"Fast excitation" CID in a quadrupole ion trap mass spectrometer

Abstract

Collision-induced dissociation (CID) in a quadrupole ion trap mass spectrometer is usually performed by applying a small amplitude excitation voltage at the same secular frequency as the ion of interest. Here we disclose studies examining the use of large amplitude voltage excitations (applied for short periods of time) to cause fragmentation of the ions of interest. This process has been examined using leucine enkephalin as the model compound and the motion of the ions within the ion trap simulated using ITSIM. The resulting fragmentation information obtained is identical with that observed by conventional resonance excitation CID. "Fast excitation" CID deposits (as determined by the intensity ratio of the a(4)/b(4) ion of leucine enkephalin) approximately the same amount of internal energy into an ion as conventional resonance excitation CID where the excitation signal is applied for much longer periods of time.
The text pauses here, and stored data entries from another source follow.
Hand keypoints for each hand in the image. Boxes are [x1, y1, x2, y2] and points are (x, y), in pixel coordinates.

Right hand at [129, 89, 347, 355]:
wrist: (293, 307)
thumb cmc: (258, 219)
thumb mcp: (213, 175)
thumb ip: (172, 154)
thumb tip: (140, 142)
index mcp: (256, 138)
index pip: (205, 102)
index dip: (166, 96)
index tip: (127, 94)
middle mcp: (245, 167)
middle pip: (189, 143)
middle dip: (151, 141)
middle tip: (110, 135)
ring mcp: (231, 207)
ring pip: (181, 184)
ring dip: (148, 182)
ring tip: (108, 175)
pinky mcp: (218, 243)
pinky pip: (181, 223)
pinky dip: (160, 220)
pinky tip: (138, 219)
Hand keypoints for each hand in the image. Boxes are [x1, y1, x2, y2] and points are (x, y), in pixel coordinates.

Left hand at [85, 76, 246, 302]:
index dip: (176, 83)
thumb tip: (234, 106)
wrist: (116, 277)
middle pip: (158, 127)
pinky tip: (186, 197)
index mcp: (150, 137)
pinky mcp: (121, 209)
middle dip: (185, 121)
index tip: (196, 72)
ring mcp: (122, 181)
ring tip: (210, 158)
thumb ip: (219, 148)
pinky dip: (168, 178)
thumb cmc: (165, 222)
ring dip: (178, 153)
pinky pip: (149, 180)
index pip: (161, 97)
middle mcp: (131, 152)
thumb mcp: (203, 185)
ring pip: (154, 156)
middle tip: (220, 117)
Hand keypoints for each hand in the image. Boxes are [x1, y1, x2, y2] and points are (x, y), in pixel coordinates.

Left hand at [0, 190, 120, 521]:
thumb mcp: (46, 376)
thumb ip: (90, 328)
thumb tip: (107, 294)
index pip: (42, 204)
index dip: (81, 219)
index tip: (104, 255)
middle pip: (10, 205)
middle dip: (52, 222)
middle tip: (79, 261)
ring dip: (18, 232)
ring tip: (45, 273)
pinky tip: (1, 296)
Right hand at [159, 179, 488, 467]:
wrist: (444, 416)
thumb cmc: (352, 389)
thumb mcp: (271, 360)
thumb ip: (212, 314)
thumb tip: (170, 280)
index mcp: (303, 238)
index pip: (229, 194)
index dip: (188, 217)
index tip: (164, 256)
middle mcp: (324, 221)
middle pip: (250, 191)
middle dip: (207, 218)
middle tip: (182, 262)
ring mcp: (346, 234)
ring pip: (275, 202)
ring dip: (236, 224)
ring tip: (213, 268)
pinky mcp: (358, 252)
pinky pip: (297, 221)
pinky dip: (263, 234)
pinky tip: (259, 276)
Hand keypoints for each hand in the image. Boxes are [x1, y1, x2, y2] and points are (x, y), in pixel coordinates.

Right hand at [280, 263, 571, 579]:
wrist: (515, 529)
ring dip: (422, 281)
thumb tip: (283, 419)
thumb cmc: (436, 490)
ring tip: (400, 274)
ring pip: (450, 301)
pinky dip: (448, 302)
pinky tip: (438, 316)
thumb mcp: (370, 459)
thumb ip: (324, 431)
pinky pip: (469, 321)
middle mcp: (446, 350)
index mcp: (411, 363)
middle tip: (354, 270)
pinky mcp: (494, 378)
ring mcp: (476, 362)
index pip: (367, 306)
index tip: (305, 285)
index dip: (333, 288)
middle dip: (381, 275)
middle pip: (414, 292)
The major difference between the two excitation techniques is the higher rate of excitation (gain in kinetic energy) between successive collisions with helium atoms with "fast excitation" CID as opposed to the conventional resonance excitation CID. With conventional resonance excitation CID ions fragment while the excitation voltage is still being applied whereas for "fast excitation" CID a higher proportion of the ions fragment in the ion cooling time following the excitation pulse. The fragmentation of the (M + 17H)(17+) of horse heart myoglobin is also shown to illustrate the application of "fast excitation" CID to proteins.